I gotta chime in and defend my boy HLS. FFR does not translate into 30 yr rates, we all know that but if the fed abandons the inflation fight, higher interest rates will result. Adjustables may look better but their popularity is declining and should prove to be a horrible decision in about two years. Even greenspan today said he thinks the 10 yr will settle at 8% in the near future because foreign investment will dwindle. Here’s a little story quoting three guys regarding todays rate cut, the former head of the FDIC, the Mort bankers economist and a frmr HUD official, some fairly bearish quotes from guys who should be bullish.
“If credit is bad, rates don’t count. I don’t care if you lower the rate 100 basis points. It may improve some of the profits of those institutions that lost a lot of money due to bad credit, but it does not address itself to the real problem, which is bad lending” Bill Seidman/Fmr. Head of FDIC
“The Fed rate cut has already been priced in. Usually a Fed rate cut has little to do with consumer mortgage rates except to the extent that it signals an outlook on inflation. Greenspan’s famous conundrum was that he kept raising short term rates and long-term rates did not move.” Jay Brinkmann/Mortgage Bankers Assoc
“The underlying problems that have made investors skittish about buying mortgage-backed securities are not addressed by a rate cut”

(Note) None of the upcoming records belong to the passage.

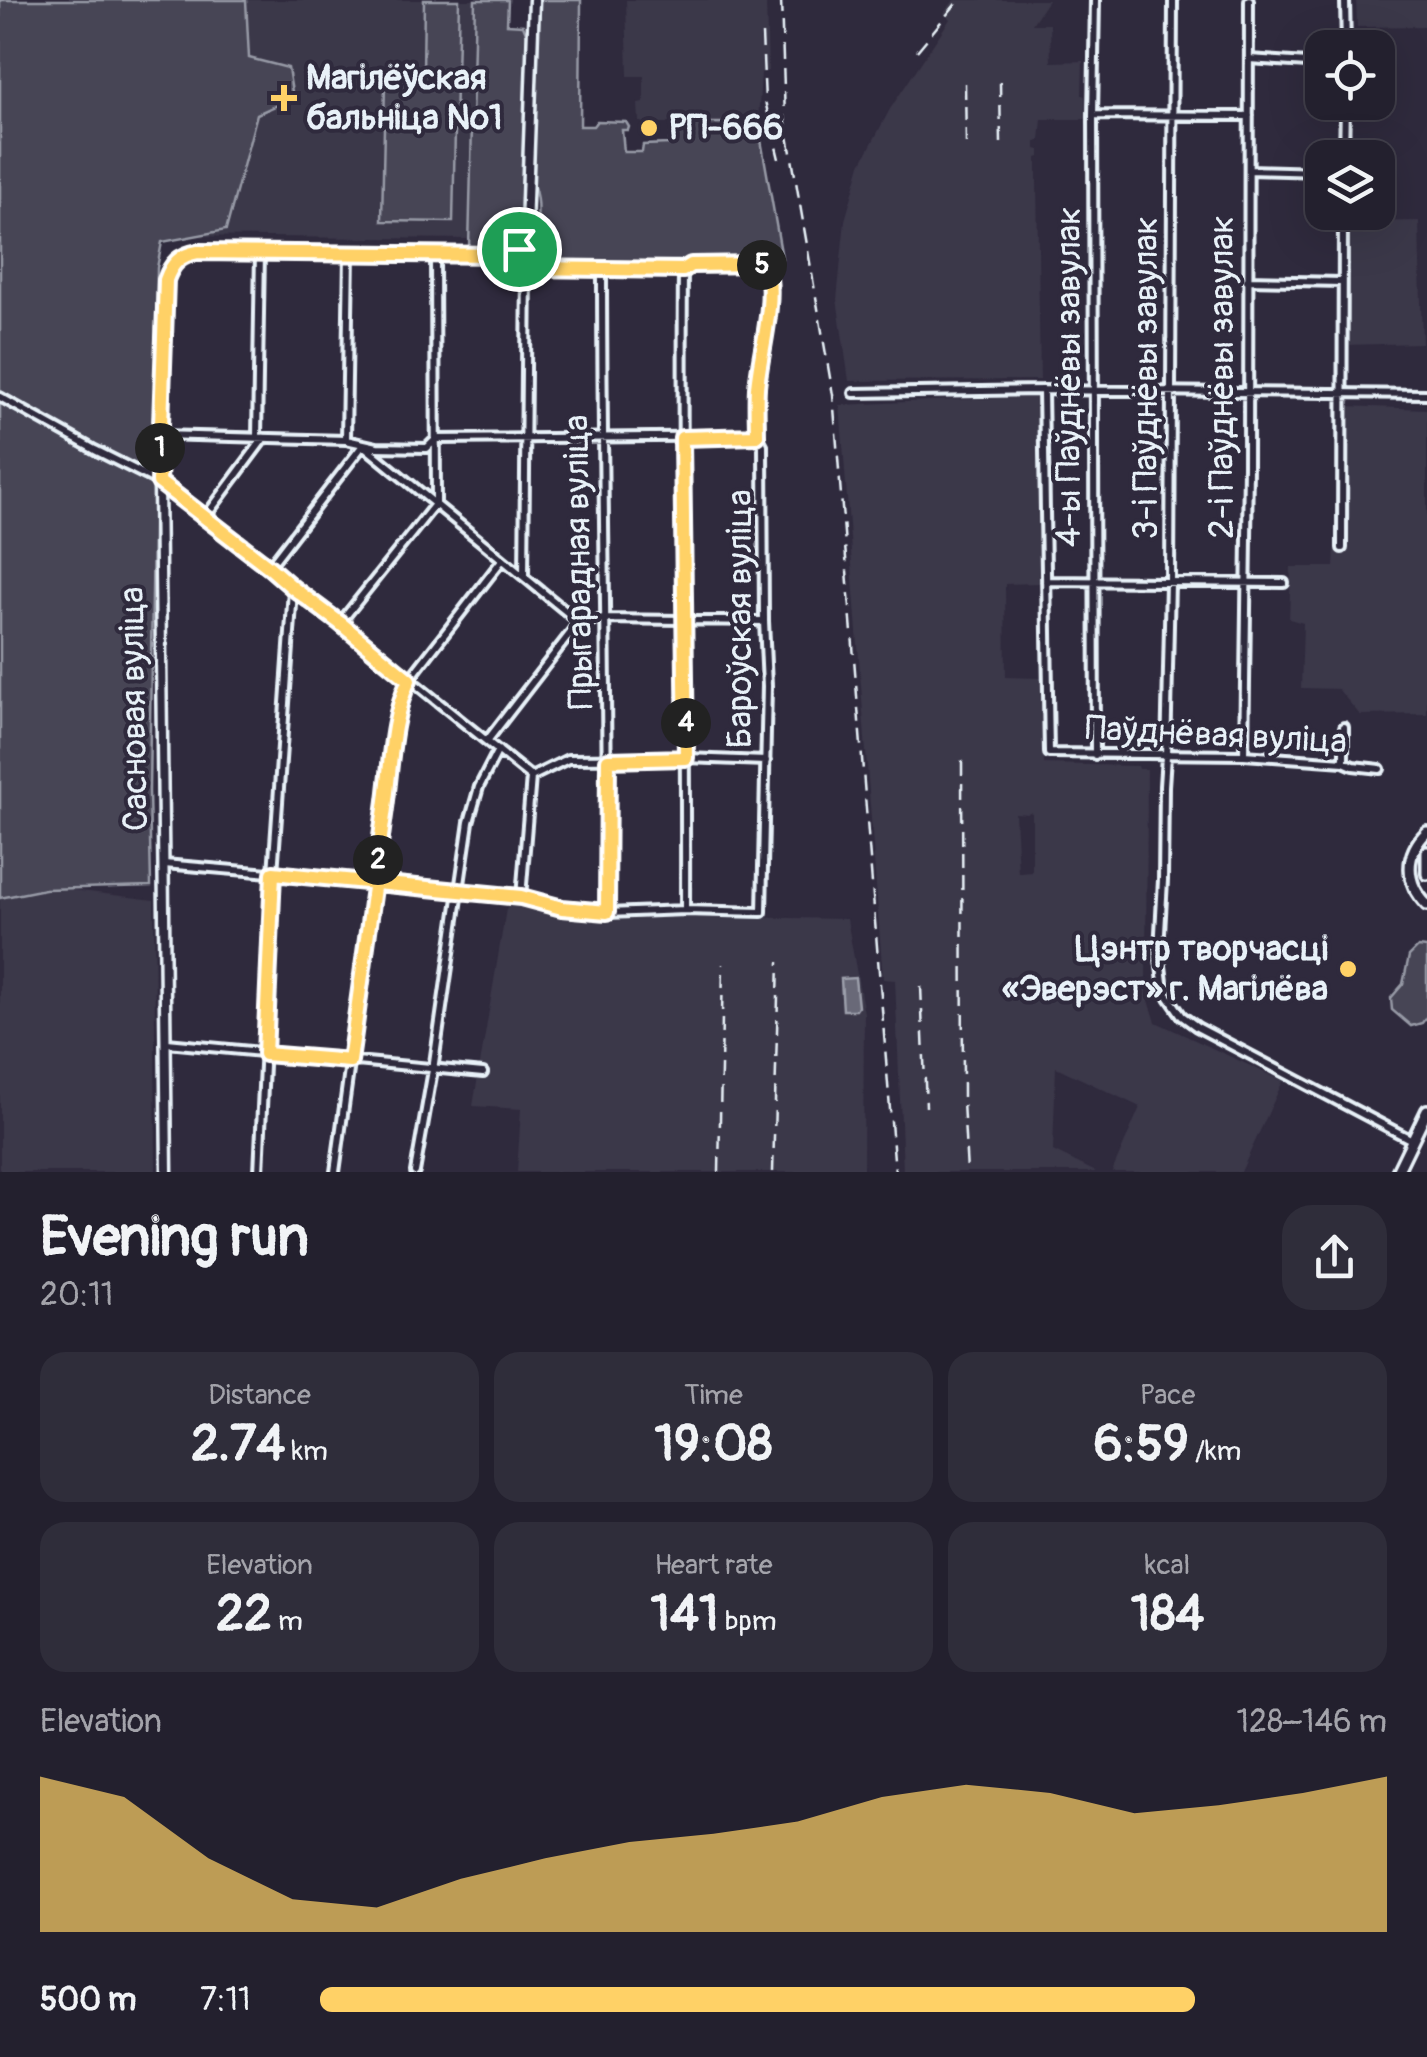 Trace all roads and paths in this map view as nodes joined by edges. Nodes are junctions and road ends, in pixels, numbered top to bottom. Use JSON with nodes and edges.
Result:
{"nodes":[{"id":1,"x":534,"y":0,"type":"edge"},
{"id":2,"x":1096,"y":0,"type":"edge"},
{"id":3,"x":1172,"y":0,"type":"edge"},
{"id":4,"x":1249,"y":0,"type":"edge"},
{"id":5,"x":1345,"y":0,"type":"edge"},
{"id":6,"x":1346,"y":30,"type":"edge"},
{"id":7,"x":1249,"y":59,"type":"junction"},
{"id":8,"x":1305,"y":63,"type":"edge"},
{"id":9,"x":1093,"y":115,"type":"junction"},
{"id":10,"x":1172,"y":116,"type":"junction"},
{"id":11,"x":1250,"y":116,"type":"junction"},
{"id":12,"x":1249,"y":170,"type":"junction"},
{"id":13,"x":1305,"y":172,"type":"edge"},
{"id":14,"x":1343,"y":230,"type":"edge"},
{"id":15,"x":519,"y":249,"type":"junction"},
{"id":16,"x":260,"y":251,"type":"junction"},
{"id":17,"x":349,"y":253,"type":"junction"},
{"id":18,"x":436,"y":254,"type":"junction"},
{"id":19,"x":526,"y":268,"type":"junction"},
{"id":20,"x":602,"y":270,"type":"junction"},
{"id":21,"x":683,"y":270,"type":"junction"},
{"id":22,"x":1247,"y":280,"type":"junction"},
{"id":23,"x":1342,"y":282,"type":"junction"},
{"id":24,"x":1043,"y":390,"type":"junction"},
{"id":25,"x":1094,"y":390,"type":"junction"},
{"id":26,"x":1170,"y":391,"type":"junction"},
{"id":27,"x":1247,"y":392,"type":"junction"},
{"id":28,"x":1342,"y":392,"type":"junction"},
{"id":29,"x":854,"y":393,"type":"dead end"},
{"id":30,"x":1427,"y":394,"type":"edge"},
{"id":31,"x":0,"y":398,"type":"edge"},
{"id":32,"x":160,"y":435,"type":"junction"},
{"id":33,"x":757,"y":436,"type":"junction"},
{"id":34,"x":261,"y":438,"type":"junction"},
{"id":35,"x":436,"y":438,"type":"junction"},
{"id":36,"x":602,"y":438,"type":"junction"},
{"id":37,"x":682,"y":438,"type":"junction"},
{"id":38,"x":526,"y":439,"type":"junction"},
{"id":39,"x":346,"y":440,"type":"junction"},
{"id":40,"x":363,"y":445,"type":"junction"},
{"id":41,"x":159,"y":482,"type":"junction"},
{"id":42,"x":436,"y":503,"type":"junction"},
{"id":43,"x":206,"y":516,"type":"junction"},
{"id":44,"x":1342,"y":548,"type":"dead end"},
{"id":45,"x":502,"y":560,"type":"junction"},
{"id":46,"x":269,"y":567,"type":"junction"},
{"id":47,"x":524,"y":576,"type":"junction"},
{"id":48,"x":1046,"y":582,"type":"junction"},
{"id":49,"x":1094,"y":582,"type":"junction"},
{"id":50,"x":1170,"y":582,"type":"junction"},
{"id":51,"x":1246,"y":582,"type":"junction"},
{"id":52,"x":1284,"y":583,"type":"dead end"},
{"id":53,"x":293,"y":588,"type":"junction"},
{"id":54,"x":603,"y":619,"type":"junction"},
{"id":55,"x":685,"y":619,"type":"junction"},
{"id":56,"x":764,"y":620,"type":"junction"},
{"id":57,"x":579,"y":622,"type":"junction"},
{"id":58,"x":340,"y":623,"type":"junction"},
{"id":59,"x":409,"y":680,"type":"junction"},
{"id":60,"x":1344,"y":728,"type":"dead end"},
{"id":61,"x":487,"y":741,"type":"junction"},
{"id":62,"x":498,"y":750,"type":"junction"},
{"id":63,"x":1095,"y":755,"type":"junction"},
{"id":64,"x":1244,"y":755,"type":"junction"},
{"id":65,"x":1166,"y":756,"type":"junction"},
{"id":66,"x":686,"y":758,"type":"junction"},
{"id":67,"x":608,"y":760,"type":"junction"},
{"id":68,"x":766,"y":761,"type":"junction"},
{"id":69,"x":1344,"y":762,"type":"junction"},
{"id":70,"x":1380,"y":769,"type":"dead end"},
{"id":71,"x":531,"y":777,"type":"junction"},
{"id":72,"x":1427,"y":832,"type":"edge"},
{"id":73,"x":1427,"y":852,"type":"edge"},
{"id":74,"x":164,"y":864,"type":"junction"},
{"id":75,"x":273,"y":873,"type":"junction"},
{"id":76,"x":1427,"y":874,"type":"edge"},
{"id":77,"x":375,"y":882,"type":"junction"},
{"id":78,"x":460,"y":890,"type":"junction"},
{"id":79,"x":521,"y":897,"type":"junction"},
{"id":80,"x":1427,"y":904,"type":"edge"},
{"id":81,"x":685,"y":910,"type":"junction"},
{"id":82,"x":607,"y":912,"type":"junction"},
{"id":83,"x":166,"y":1043,"type":"junction"},
{"id":84,"x":265,"y":1054,"type":"junction"},
{"id":85,"x":350,"y":1061,"type":"junction"},
{"id":86,"x":433,"y":1070,"type":"junction"},
{"id":87,"x":484,"y":1074,"type":"dead end"},
{"id":88,"x":1427,"y":1110,"type":"edge"},
{"id":89,"x":1412,"y":1140,"type":"junction"},
{"id":90,"x":167,"y":1172,"type":"edge"},
{"id":91,"x":259,"y":1172,"type":"edge"},
{"id":92,"x":335,"y":1172,"type":"edge"},
{"id":93,"x":416,"y":1172,"type":"edge"},
{"id":94,"x":1397,"y":1172,"type":"edge"}],
"edges":[{"from":1,"to":15,"type":"main road"},
{"from":2,"to":9,"type":"street","name":"4-ы Паўднёвы завулак"},
{"from":3,"to":10,"type":"street","name":"3-і Паўднёвы завулак"},
{"from":4,"to":7,"type":"street","name":"2-і Паўднёвы завулак"},
{"from":5,"to":6,"type":"street"},
{"from":7,"to":8,"type":"street"},
{"from":7,"to":11,"type":"street","name":"2-і Паўднёвы завулак"},
{"from":9,"to":10,"type":"street"},
{"from":9,"to":25,"type":"street","name":"4-ы Паўднёвы завулак"},
{"from":10,"to":11,"type":"street"},
{"from":10,"to":26,"type":"street","name":"3-і Паўднёвы завулак"},
{"from":11,"to":12,"type":"street","name":"2-і Паўднёвы завулак"},
{"from":12,"to":13,"type":"street"},
{"from":12,"to":22,"type":"street","name":"2-і Паўднёвы завулак"},
{"from":14,"to":23,"type":"street"},
{"from":15,"to":18,"type":"main road"},
{"from":15,"to":19,"type":"street"},
{"from":16,"to":17,"type":"main road"},
{"from":16,"to":32,"type":"main road","name":"Сасновая вуліца"},
{"from":16,"to":34,"type":"street"},
{"from":17,"to":18,"type":"main road"},
{"from":17,"to":39,"type":"street"},
{"from":18,"to":35,"type":"street"},
{"from":19,"to":20,"type":"street"},
{"from":19,"to":38,"type":"street"},
{"from":20,"to":21,"type":"street"},
{"from":20,"to":36,"type":"street","name":"Прыгарадная вуліца"},
{"from":21,"to":33,"type":"street","name":"Бароўская вуліца"},
{"from":21,"to":37,"type":"street"},
{"from":22,"to":23,"type":"street"},
{"from":22,"to":27,"type":"street","name":"2-і Паўднёвы завулак"},
{"from":23,"to":28,"type":"street"},
{"from":24,"to":25,"type":"street"},
{"from":24,"to":29,"type":"street"},
{"from":24,"to":48,"type":"street"},
{"from":25,"to":26,"type":"street"},
{"from":25,"to":49,"type":"street","name":"4-ы Паўднёвы завулак"},
{"from":26,"to":27,"type":"street"},
{"from":26,"to":50,"type":"street","name":"3-і Паўднёвы завулак"},
{"from":27,"to":28,"type":"street"},
{"from":27,"to":51,"type":"street","name":"2-і Паўднёвы завулак"},
{"from":28,"to":30,"type":"street"},
{"from":28,"to":44,"type":"street"},
{"from":31,"to":41,"type":"street"},
{"from":32,"to":34,"type":"street"},
{"from":32,"to":41,"type":"main road","name":"Сасновая вуліца"},
{"from":33,"to":37,"type":"street"},
{"from":33,"to":56,"type":"street","name":"Бароўская вуліца"},
{"from":34,"to":39,"type":"street"},
{"from":34,"to":43,"type":"street"},
{"from":35,"to":38,"type":"street"},
{"from":35,"to":40,"type":"street"},
{"from":35,"to":42,"type":"street"},
{"from":36,"to":37,"type":"street"},
{"from":36,"to":38,"type":"street"},
{"from":36,"to":54,"type":"street","name":"Прыгарадная вуліца"},
{"from":37,"to":55,"type":"street"},
{"from":38,"to":47,"type":"street"},
{"from":39,"to":40,"type":"street"},
{"from":40,"to":42,"type":"street"},
{"from":40,"to":46,"type":"street"},
{"from":41,"to":43,"type":"street"},
{"from":41,"to":74,"type":"main road","name":"Сасновая вуліца"},
{"from":42,"to":45,"type":"street"},
{"from":42,"to":58,"type":"street"},
{"from":43,"to":46,"type":"street"},
{"from":45,"to":47,"type":"street"},
{"from":45,"to":59,"type":"street"},
{"from":46,"to":53,"type":"street"},
{"from":47,"to":57,"type":"street"},
{"from":48,"to":49,"type":"street"},
{"from":48,"to":63,"type":"street","name":"Паўднёвая вуліца"},
{"from":49,"to":50,"type":"street"},
{"from":49,"to":63,"type":"street","name":"4-ы Паўднёвы завулак"},
{"from":50,"to":51,"type":"street"},
{"from":50,"to":65,"type":"street","name":"3-і Паўднёвы завулак"},
{"from":51,"to":52,"type":"street"},
{"from":51,"to":64,"type":"street","name":"2-і Паўднёвы завулак"},
{"from":53,"to":58,"type":"street"},
{"from":53,"to":75,"type":"street"},
{"from":54,"to":55,"type":"street"},
{"from":54,"to":57,"type":"street"},
{"from":54,"to":67,"type":"street","name":"Прыгарадная вуліца"},
{"from":55,"to":56,"type":"street"},
{"from":55,"to":66,"type":"street"},
{"from":56,"to":68,"type":"street","name":"Бароўская вуліца"},
{"from":57,"to":61,"type":"street"},
{"from":58,"to":59,"type":"street"},
{"from":59,"to":61,"type":"street"},
{"from":59,"to":77,"type":"street"},
{"from":60,"to":69,"type":"street"},
{"from":61,"to":62,"type":"street"},
{"from":62,"to":71,"type":"street"},
{"from":62,"to":78,"type":"street"},
{"from":63,"to":65,"type":"street","name":"Паўднёвая вуліца"},
{"from":64,"to":65,"type":"street","name":"Паўднёвая вуліца"},
{"from":64,"to":69,"type":"street","name":"Паўднёвая вуліца"},
{"from":65,"to":89,"type":"street","name":"3-і Паўднёвы завулак"},
{"from":66,"to":67,"type":"street"},
{"from":66,"to":68,"type":"street"},
{"from":66,"to":81,"type":"street"},
{"from":67,"to":71,"type":"street"},
{"from":67,"to":82,"type":"street","name":"Прыгарадная вуліца"},
{"from":68,"to":81,"type":"street","name":"Бароўская вуліца"},
{"from":69,"to":70,"type":"street","name":"Паўднёвая вуліца"},
{"from":71,"to":79,"type":"street"},
{"from":72,"to":80,"type":"main road"},
{"from":73,"to":76,"type":"main road"},
{"from":74,"to":75,"type":"street"},
{"from":74,"to":83,"type":"main road","name":"Сасновая вуліца"},
{"from":75,"to":77,"type":"street"},
{"from":75,"to":84,"type":"street"},
{"from":77,"to":78,"type":"street"},
{"from":77,"to":85,"type":"street"},
{"from":78,"to":79,"type":"street"},
{"from":78,"to":86,"type":"street"},
{"from":79,"to":82,"type":"street"},
{"from":81,"to":82,"type":"street"},
{"from":83,"to":84,"type":"street"},
{"from":83,"to":90,"type":"main road","name":"Сасновая вуліца"},
{"from":84,"to":85,"type":"street"},
{"from":84,"to":91,"type":"street"},
{"from":85,"to":86,"type":"street"},
{"from":85,"to":92,"type":"street"},
{"from":86,"to":87,"type":"street"},
{"from":86,"to":93,"type":"street"},
{"from":88,"to":89,"type":"main road"},
{"from":89,"to":94,"type":"main road"}]}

“And the Alt A/Subprime markets will not be affected at all by a rate cut. Subprime will drop from 700 billion in the first half of the year to 300 billion in the second half of the year (FBR) and nothing will stop that. The loan types that made that volume possible simply can’t be made today (due to regulatory changes)—you could lower the rate to zero and those loans are still not coming back.”